Just curious at to how long they might put someone in jail in Ohio for if caught with under a 100 plants.... which makes it non-federal i believe.

Also if a person owns his house would they confiscate house too?? 

any good input would be appreciated.. thanks


----------



## Mr.Wakenbake (Jun 15, 2007)

www.NORML.com for all the laws on MJ in the USA state by state.


----------



## Rocker420 (Jun 15, 2007)

Well. To correct you on one thing, the FEDs can come in when ever they like for no matter how many plants. If caught at your house, yes you can lose your house.

go here to see your state laws

www.Norml.org


----------



## Draston (Jun 16, 2007)

100 plants? I'm pretty sure its a felony with anything over 5 in most states.


----------



## MergeLeft (Jun 16, 2007)

This is the section of the Ohio revised code that sets out the penalties for mj growing. Penalties are based on GRAM AMOUNT not number of plants. Under 100 grams, you are looking at a "minor misdemeanor," fine up to $1000 and no criminal record, UNLESS, your grow is "in the vicinity of a school" or "in the vicinity of a juvenile," in which case it is a fourth degree misdemeanor, up to 30 days & a maximum $2000 fine.
 
http://codes.ohio.gov/orc/2925.04
Illegal manufacture of drugs - illegal cultivation of marihuana - methamphetamine offenses.

*100-200* *grams:* 4th degree *misdemeanor*- prison not mandatory, but possible- not more than 30 days and $2000; juvenile or school, 3d degree- up to 60 days and $3000.

*200-1000 grams:** 5th degree felony-* 6-12 months, up to $7500; OR if the kid/school thing applies then 4th degree felony- 6-18 months and up to $10,000. Court decides based on "additional factors" [Section 2929.13(B)] in deciding _"whether to impose a prison sentence on the offender."_ 
_Cultivation for personal use only is a defense_ [per subsection (F)] _to the 5th degree charge only,_ but the burden is totally on the grower, and proof of personal use only shifts the charge to a misdemeanor.

*1000-5000 grams:** 3d degree felony- *1-5 years and up to $15,000; OR kid or school in vicinity, *2d degree felony-* 2-8 years and up to $20,000; Again, Court decides based on "additional factors" [Section 2929.13(B)] in deciding _"whether to impose a prison sentence on the offender."_ 

*5000-20,000 grams:* 3rd degree felony; add kid or school it becomes a 2d degree felony, same penalties as above* AND "there is a presumption for a prison term for the offense" *meaning prison is much more likely.

*Over 20,000 grams:* *2d degree felony- a mandatory prison term of 8 YEARS *and fine up to $20,000. If in the vicinity of a school or juvenile, *FIRST DEGREE FELONY- mandatory 10 YEARS*,and a fine up to $25,000.

In felony cases there are a whole bunch of additional items that can be added to the effective fine, including the states' costs in prosecuting and imprisoning you. :hitchair: 

To add to your miseries if you are busted, property used for the grow in any way or obtained in any part with "proceeds" from the grow will be subject to *"CRIMINAL FORFEITURE:"* As mentioned by Rocker240 in his post.

http://codes.ohio.gov/orc/2925.42 
Criminal forfeiture of property relating to felony drug abuse offense.

It is basically an automatic seizure and very difficult to undo.


----------



## CorsoSativa (Jun 16, 2007)

it is that anything involving marijuana solely can warrant a prison term and have your house go to probate.
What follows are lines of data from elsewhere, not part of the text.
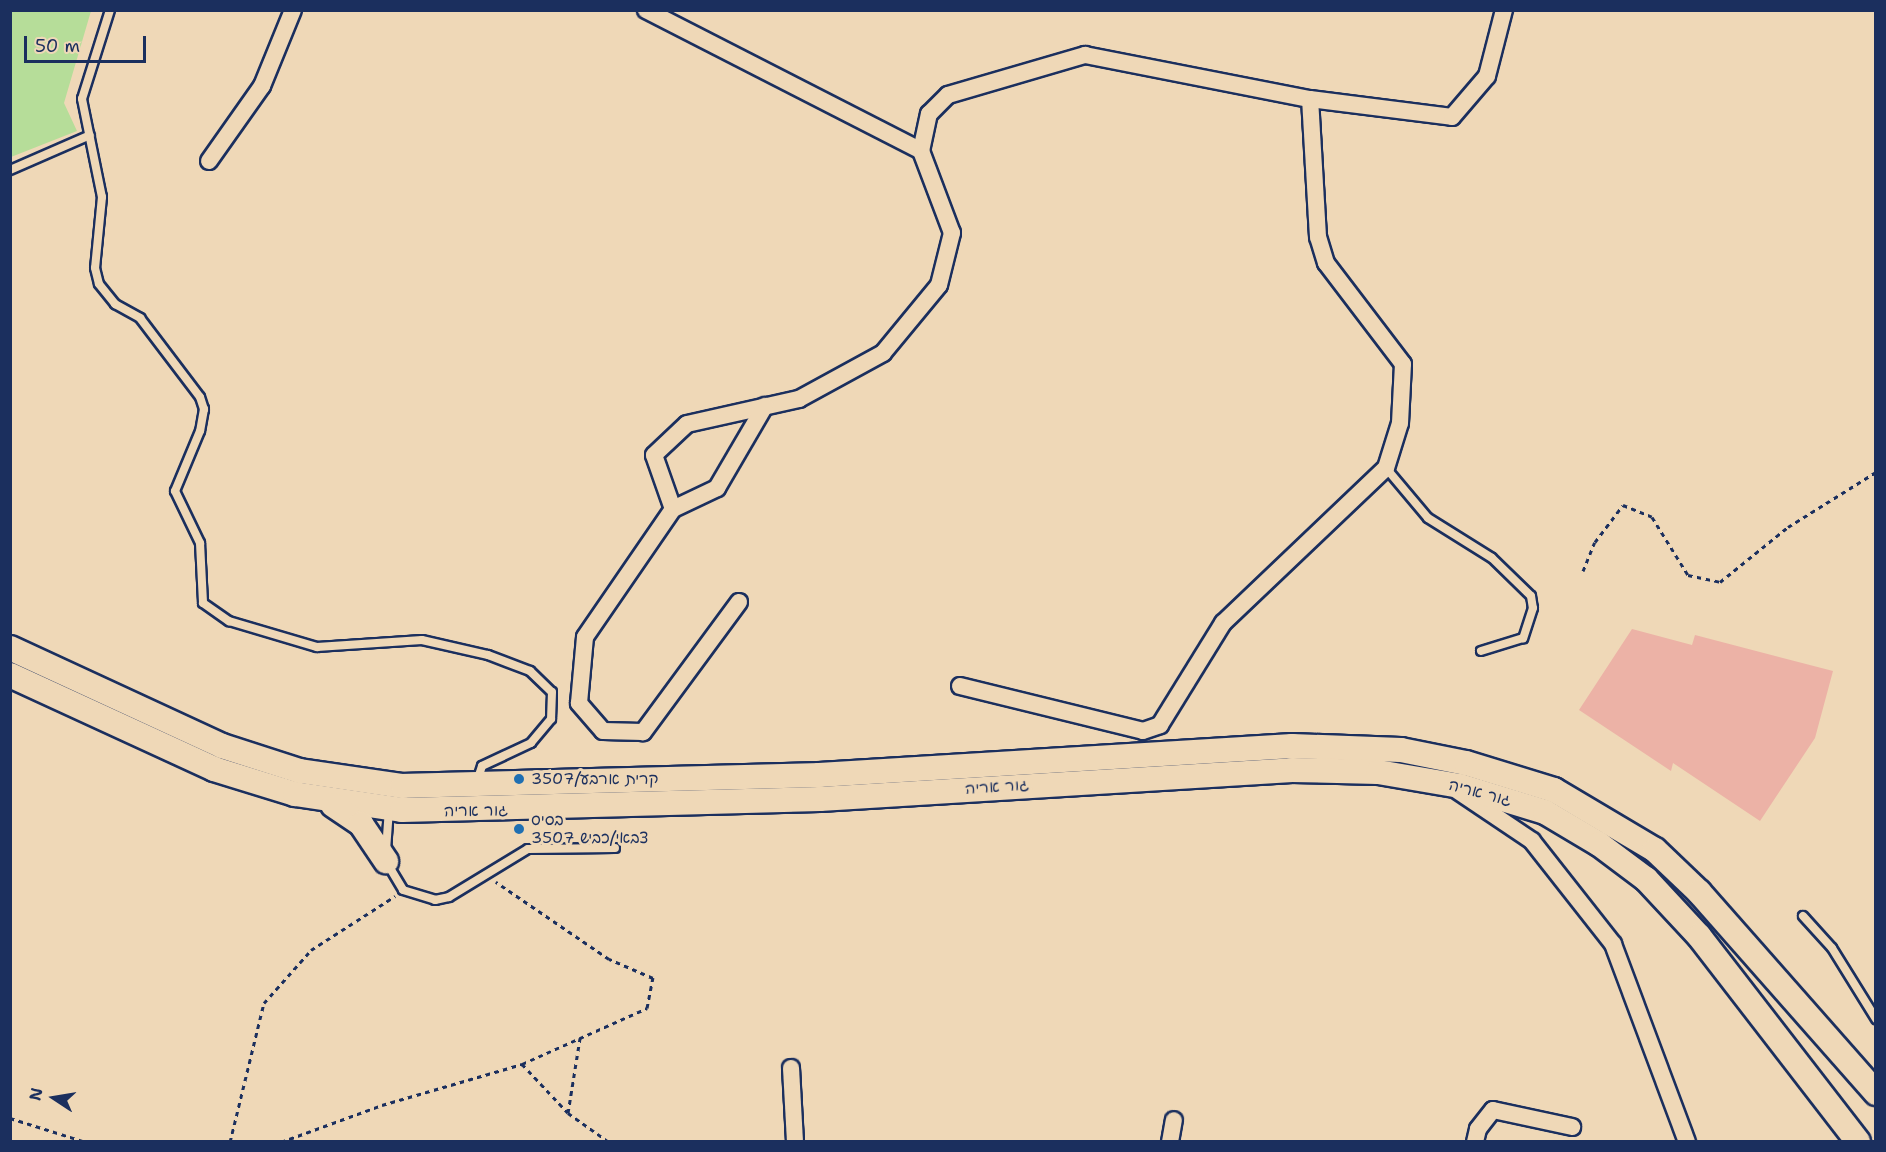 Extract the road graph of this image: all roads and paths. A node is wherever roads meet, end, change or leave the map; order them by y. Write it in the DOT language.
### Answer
graph roads {
  1 [pos="110,10"];
  2 [pos="293,10"];
  3 [pos="646,10"];
  4 [pos="1504,10"];
  5 [pos="1310,99"];
  6 [pos="90,135"];
  7 [pos="921,151"];
  8 [pos="209,161"];
  9 [pos="10,170"];
  10 [pos="765,406"];
  11 [pos="1386,468"];
  12 [pos="1875,472"];
  13 [pos="673,508"];
  14 [pos="1583,571"];
  15 [pos="740,602"];
  16 [pos="10,648"];
  17 [pos="1481,651"];
  18 [pos="10,675"];
  19 [pos="960,686"];
  20 [pos="1445,783"];
  21 [pos="390,785"];
  22 [pos="476,787"];
  23 [pos="326,801"];
  24 [pos="389,809"];
  25 [pos="615,848"];
  26 [pos="386,861"];
  27 [pos="494,868"];
  28 [pos="403,890"];
  29 [pos="1803,916"];
  30 [pos="1875,1019"];
  31 [pos="580,1038"];
  32 [pos="522,1064"];
  33 [pos="791,1068"];
  34 [pos="1875,1093"];
  35 [pos="568,1113"];
  36 [pos="10,1118"];
  37 [pos="1174,1120"];
  38 [pos="1572,1127"];
  39 [pos="86,1142"];
  40 [pos="230,1142"];
  41 [pos="281,1142"];
  42 [pos="609,1142"];
  43 [pos="795,1142"];
  44 [pos="1170,1142"];
  45 [pos="1475,1142"];
  46 [pos="1687,1142"];
  47 [pos="1858,1142"];
  1 -- 6 [label="lane"];
  2 -- 8 [label="street"];
  3 -- 7 [label="street"];
  4 -- 5 [label="street"];
  5 -- 7 [label="street"];
  5 -- 11 [label="street"];
  6 -- 9 [label="lane"];
  6 -- 22 [label="lane"];
  7 -- 10 [label="street"];
  10 -- 13 [label="street"];
  10 -- 13 [label="street"];
  11 -- 17 [label="lane"];
  11 -- 19 [label="street"];
  12 -- 14 [label="path"];
  13 -- 15 [label="street"];
  16 -- 21 [label="main road, גור אריה"];
  18 -- 23 [label="main road, גור אריה"];
  20 -- 24 [label="main road, גור אריה"];
  20 -- 46 [label="street"];
  20 -- 47 [label="main road, גור אריה"];
  21 -- 22 [label="main road, גור אריה"];
  21 -- 24 [label="lane"];
  22 -- 34 [label="main road, גור אריה"];
  23 -- 24 [label="main road, גור אריה"];
  23 -- 26 [label="main road"];
  24 -- 26 [label="lane"];
  25 -- 27 [label="lane"];
  26 -- 28 [label="lane"];
  27 -- 28 [label="lane"];
  27 -- 31 [label="path"];
  28 -- 40 [label="path"];
  29 -- 30 [label="lane"];
  31 -- 32 [label="path"];
  31 -- 35 [label="path"];
  32 -- 35 [label="path"];
  32 -- 41 [label="path"];
  33 -- 43 [label="street"];
  35 -- 42 [label="path"];
  36 -- 39 [label="path"];
  37 -- 44 [label="street"];
  38 -- 45 [label="street"];
} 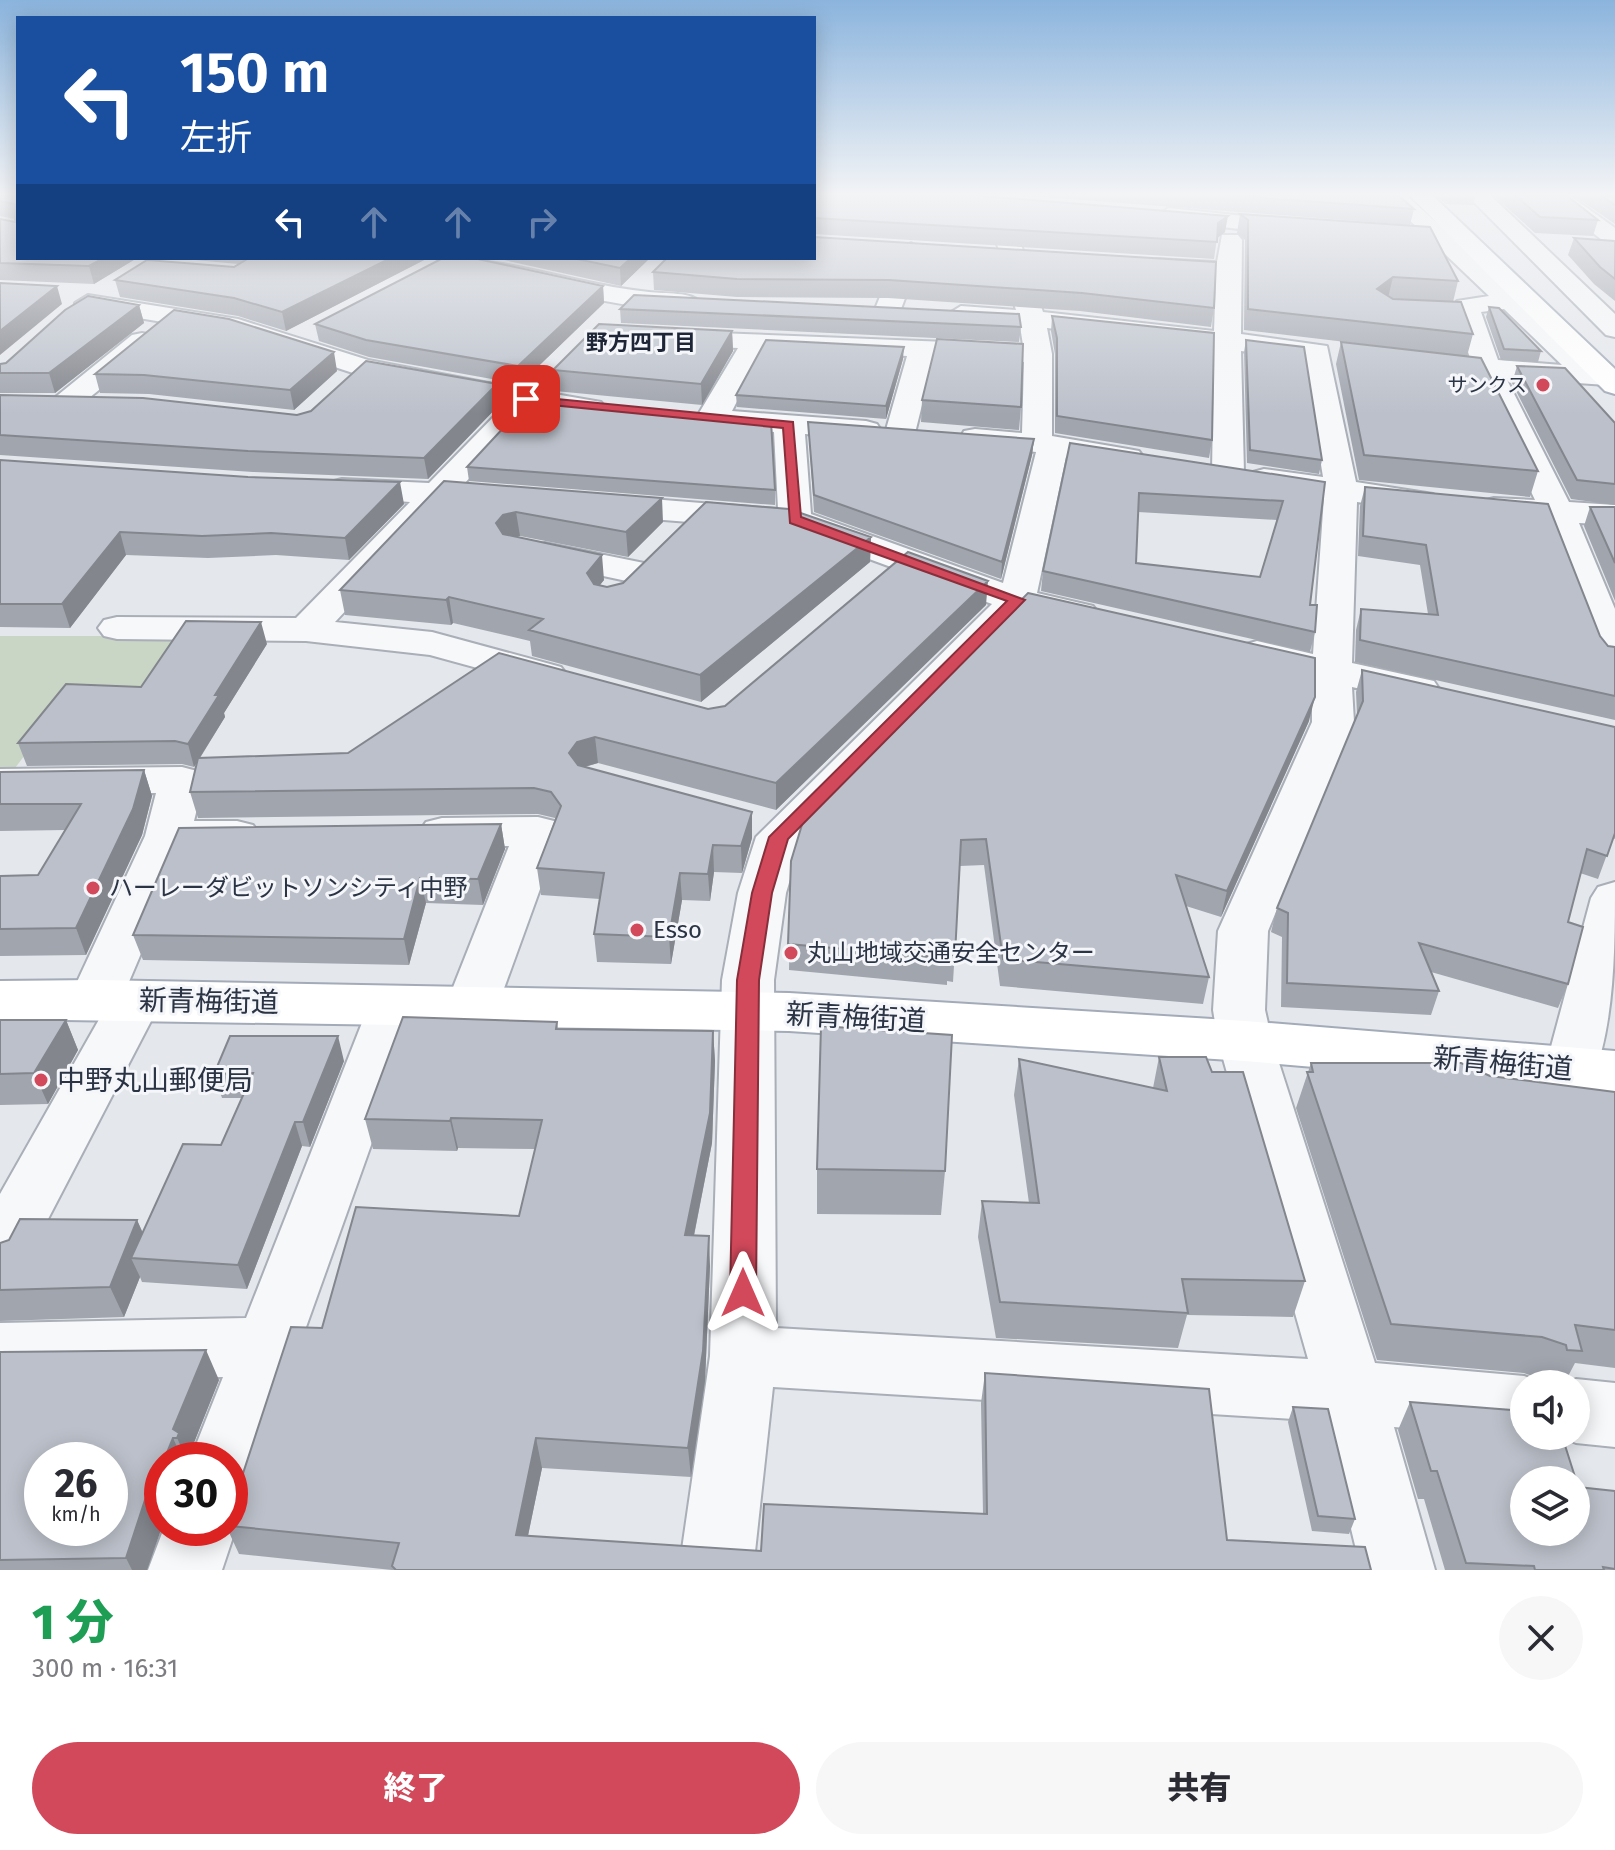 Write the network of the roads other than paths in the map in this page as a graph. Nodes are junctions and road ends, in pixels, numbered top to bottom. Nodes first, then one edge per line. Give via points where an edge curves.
1 (432, 268) edge
2 (528, 268) edge
3 (904, 268) edge
4 (1016, 268) edge
5 (1196, 268) edge
6 (1475, 268) edge
7 (1499, 268) edge
8 (1513, 268) edge
9 (1553, 268) edge
10 (1228, 270) joint
11 (424, 273) edge
12 (648, 278) dead end
13 (91, 297) edge
14 (1511, 301) junction
15 (619, 306) junction
16 (1149, 306) edge
17 (722, 307) edge
18 (1028, 307) junction
19 (858, 309) edge
20 (888, 309) junction
21 (1196, 310) edge
22 (1442, 313) edge
23 (1469, 314) junction
24 (175, 315) junction
25 (1228, 326) junction
26 (317, 328) edge
27 (1615, 329) edge
28 (651, 336) edge
29 (755, 341) junction
30 (290, 342) junction
31 (923, 348) junction
32 (1317, 352) junction
33 (1038, 354) junction
34 (1348, 356) edge
35 (1394, 361) edge
36 (559, 366) edge
37 (1488, 371) junction
38 (1609, 371) edge
39 (526, 399) junction
40 (31, 404) edge
41 (63, 405) junction
42 (106, 405) edge
43 (615, 410) edge
44 (789, 425) junction
45 (900, 433) junction
46 (1045, 444) junction
47 (1155, 462) edge
48 (307, 488) edge
49 (1341, 491) junction
50 (439, 492) junction
51 (517, 498) edge
52 (564, 502) edge
53 (697, 513) junction
54 (1558, 513) junction
55 (1615, 515) edge
56 (795, 520) junction
57 (519, 549) edge
58 (653, 556) junction
59 (904, 556) junction
60 (870, 585) edge
61 (610, 598) edge
62 (1017, 600) junction
63 (1122, 623) edge
64 (117, 628) dead end
65 (306, 630) junction
66 (1227, 646) edge
67 (1615, 656) edge
68 (1332, 670) junction
69 (586, 686) edge
70 (1451, 698) edge
71 (0, 782) edge
72 (742, 818) edge
73 (786, 830) junction
74 (399, 833) edge
75 (276, 834) edge
76 (168, 836) junction
77 (1615, 898) edge
78 (116, 999) junction
79 (0, 1000) edge
80 (395, 1005) junction
81 (472, 1005) junction
82 (746, 1012) junction
83 (1245, 1041) junction
84 (1594, 1071) edge
85 (0, 1251) edge
86 (266, 1347) junction
87 (0, 1352) edge
88 (743, 1356) junction
89 (1351, 1392) junction
90 (1510, 1406) edge
91 (1590, 1412) edge
92 (1615, 1415) edge
93 (232, 1442) edge
94 (194, 1546) edge
95 (185, 1570) edge
96 (716, 1570) edge
97 (1398, 1570) edge

1 - 11 street
2 - 15 street
3 - 20 street
4 - 18 street
5 - 10 street
6 - 14 street
7 - 38 main road
8 - 38 main road
9 - 27 street
10 - 25 street
12 - 15 street
13 - 24 street
14 - 23 street via 1466,306
14 - 38 street via 1579,365
15 - 17 street
16 - 18 street
18 - 20 street
18 - 25 street
18 - 33 street
19 - 20 street
21 - 25 street
22 - 23 street
23 - 37 street
24 - 30 street
24 - 41 street
25 - 32 street
25 - 49 street via 1214,471
26 - 30 street
28 - 29 street
29 - 31 street
29 - 44 street via 700,417
30 - 39 street via 353,376
31 - 33 street
31 - 45 street
32 - 34 street
32 - 49 street
33 - 46 street
35 - 37 street
36 - 39 street
37 - 38 street
37 - 54 street
39 - 43 street
39 - 50 street
40 - 41 street
41 - 42 street
44 - 45 street
44 - 56 street
45 - 46 street
46 - 47 street
46 - 62 street
48 - 50 street
49 - 54 street
49 - 68 street
50 - 51 street
50 - 65 street
52 - 53 street
53 - 56 street
53 - 58 street
54 - 55 street
54 - 67 street
56 - 59 street
57 - 58 street
58 - 61 street
59 - 60 street
59 - 62 street
62 - 63 street
62 - 73 street
64 - 65 street
65 - 69 street via 432,644
66 - 68 street
68 - 70 street
68 - 83 street via 1333,722 1243,931 1239,1010
71 - 76 street via 182,780
72 - 73 street
73 - 82 street via 779,837 762,893
74 - 81 street via 538,831
75 - 76 street
76 - 78 street
77 - 84 street
78 - 79 main road, 新青梅街道
78 - 80 main road, 新青梅街道
78 - 85 street
80 - 81 main road, 新青梅街道
80 - 86 street
81 - 82 main road, 新青梅街道
82 - 83 main road, 新青梅街道
82 - 88 street
83 - 84 main road, 新青梅街道
83 - 89 street
86 - 87 street
86 - 93 street
88 - 89 street
88 - 96 street
89 - 90 street
89 - 97 street
91 - 92 street
94 - 95 street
When will the government wake up and legalize it?


----------



## Draston (Jun 16, 2007)

That is the problem. Yeah it sucks but I mean don't do the crime if you arn't willing to do the time. I've never gotten in trouble with the law and thats the reason I grow plants under the felony amount. If I was willing to do jail time I would grow more but I am not. I'm fragile and would be broke in jail lol.


----------



## TheStickyIcky (Jun 16, 2007)

Draston said:
			
		

> That is the problem. Yeah it sucks but I mean don't do the crime if you arn't willing to do the time. I've never gotten in trouble with the law and thats the reason I grow plants under the felony amount. If I was willing to do jail time I would grow more but I am not. I'm fragile and would be broke in jail lol.



Pull yourself together.:hitchair: 

LOL.


----------



## fyf (Jun 17, 2007)

Wow!  I didn't realize there were so many Ohioans.  Almost everyone seems to be from Cali


----------